Grow or Die: The Good Guide to Survival Gardening by David The Good is a book that provides readers with the knowledge and skills needed to create a self-sufficient food growing system.
Written in an entertaining and informative style, the book covers topics such as setting up a garden, choosing the right crops, and understanding the environmental and health benefits of growing your own food.
The book begins by discussing the importance of having a survival garden and the best crops to grow for survival. It then goes into detail about how to set up a garden, from choosing the right location to selecting the right tools and materials. Additionally, the book provides tips on how to maximize the yield of your garden and how to store and preserve the produce.
The book also covers the environmental and health benefits of growing your own food. It explains how growing your own food can reduce carbon emissions, reduce pesticide and fertilizer use, foster a connection with nature, provide learning opportunities, and provide better nutrition. Furthermore, it emphasizes the importance of eating fresh fruits and vegetables and controlling what kind of fertilizers and pesticides come in contact with your food.
What I Liked
This is my favorite gardening book ever. When I plan a garden, I am less concerned about spending $50 growing a perfect tomato. Instead, I want to put seeds in the ground and have them turn into food. Simple. This book covers that.
This book gave me the best gardening tip that I’ve ever read. Take leftover grocery store potatoes, let them grow eyes. Dice them up. Put them in ground. Wait. Get dozens of potatoes. It turned into the best gardening project I’ve ever done – and I didn’t spend a dime at Home Depot.

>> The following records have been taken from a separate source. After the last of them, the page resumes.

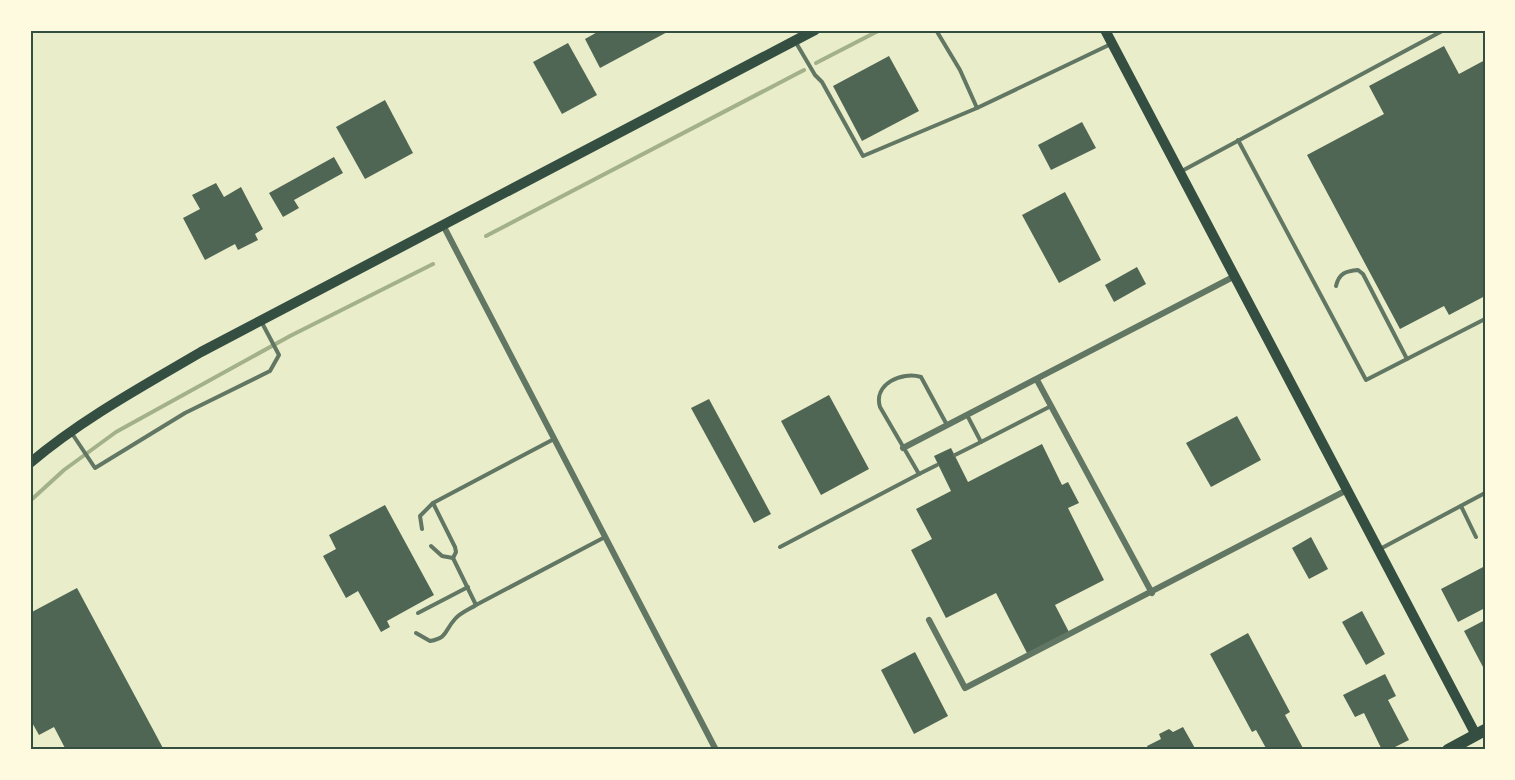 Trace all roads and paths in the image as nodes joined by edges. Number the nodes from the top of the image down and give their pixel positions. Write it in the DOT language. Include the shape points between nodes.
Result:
graph roads {
  1 [pos="815,30"];
  2 [pos="936,30"];
  3 [pos="1105,30"];
  4 [pos="1444,30"];
  5 [pos="794,40"];
  6 [pos="1112,43"];
  7 [pos="977,108"];
  8 [pos="1238,140"];
  9 [pos="1180,172"];
  10 [pos="443,225"];
  11 [pos="1235,276"];
  12 [pos="1336,286"];
  13 [pos="1485,319"];
  14 [pos="261,320"];
  15 [pos="1407,359"];
  16 [pos="1037,380"];
  17 [pos="1051,406"];
  18 [pos="967,416"];
  19 [pos="948,425"];
  20 [pos="71,432"];
  21 [pos="554,439"];
  22 [pos="981,442"];
  23 [pos="903,448"];
  24 [pos="954,456"];
  25 [pos="30,463"];
  26 [pos="937,465"];
  27 [pos="919,474"];
  28 [pos="1347,490"];
  29 [pos="1485,493"];
  30 [pos="433,503"];
  31 [pos="1461,506"];
  32 [pos="422,530"];
  33 [pos="605,537"];
  34 [pos="1476,537"];
  35 [pos="431,546"];
  36 [pos="780,547"];
  37 [pos="1378,550"];
  38 [pos="453,558"];
  39 [pos="468,587"];
  40 [pos="1152,593"];
  41 [pos="476,605"];
  42 [pos="418,613"];
  43 [pos="929,621"];
  44 [pos="416,633"];
  45 [pos="1481,733"];
  46 [pos="716,750"];
  47 [pos="1448,750"];
  1 -- 5 [label="main road"];
  2 -- 7 [label="lane"];
  3 -- 6 [label="main road"];
  4 -- 8 [label="lane"];
  5 -- 7 [label="lane" via="863,156"];
  5 -- 10 [label="main road"];
  6 -- 7 [label="lane"];
  6 -- 9 [label="main road"];
  8 -- 9 [label="lane"];
  8 -- 15 [label="lane" via="1366,380"];
  9 -- 11 [label="main road"];
  10 -- 14 [label="main road"];
  10 -- 21 [label="street"];
  11 -- 16 [label="street"];
  11 -- 28 [label="main road"];
  12 -- 15 [label="lane" via="1342,273 1358,270 1363,274"];
  13 -- 15 [label="lane"];
  14 -- 20 [label="main road" via="138,388"];
  14 -- 20 [label="lane" via="279,355 270,371 185,413 95,468"];
  16 -- 17 [label="street"];
  16 -- 18 [label="street"];
  17 -- 22 [label="lane"];
  17 -- 40 [label="street"];
  18 -- 19 [label="street"];
  18 -- 22 [label="lane"];
  19 -- 23 [label="street"];
  19 -- 23 [label="lane" via="921,377 905,375 885,386 878,399"];
  20 -- 25 [label="main road"];
  21 -- 30 [label="lane"];
  21 -- 33 [label="street"];
  22 -- 24 [label="lane"];
  23 -- 27 [label="lane"];
  26 -- 27 [label="lane"];
  27 -- 36 [label="lane"];
  28 -- 37 [label="main road"];
  28 -- 40 [label="street"];
  29 -- 31 [label="lane"];
  30 -- 32 [label="lane" via="420,516"];
  30 -- 38 [label="lane" via="455,547"];
  31 -- 34 [label="lane"];
  31 -- 37 [label="lane"];
  33 -- 41 [label="lane"];
  33 -- 46 [label="street"];
  35 -- 38 [label="lane" via="442,556"];
  37 -- 45 [label="main road"];
  38 -- 39 [label="lane"];
  39 -- 41 [label="lane"];
  39 -- 42 [label="lane"];
  40 -- 43 [label="street" via="965,688"];
  41 -- 44 [label="lane" via="455,619 438,640 430,642"];
  45 -- 47 [label="main road"];
}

I loved his focus on soil nutrition. I know, I know that soil is the obsession of every garden writer ever. Garden writers are to compost and soil the way dentists are to teeth and flossing. We all know that it’s the most important thing that nobody actually does. But – this guy made soil so much more…approachable? Or at least, realistic.
I also liked his focus on less equipment. Every garden book seems to forget that humans have been (and still are) growing stuff without the latest app-driven electric hoe and soil thermometer combination on Amazon. He gives equipment recommendations straight from the middle ages and how think about when & what to upgrade when necessary.
What I Did Not Like
It’s self-published, so it’s a little rough around the edges without many images.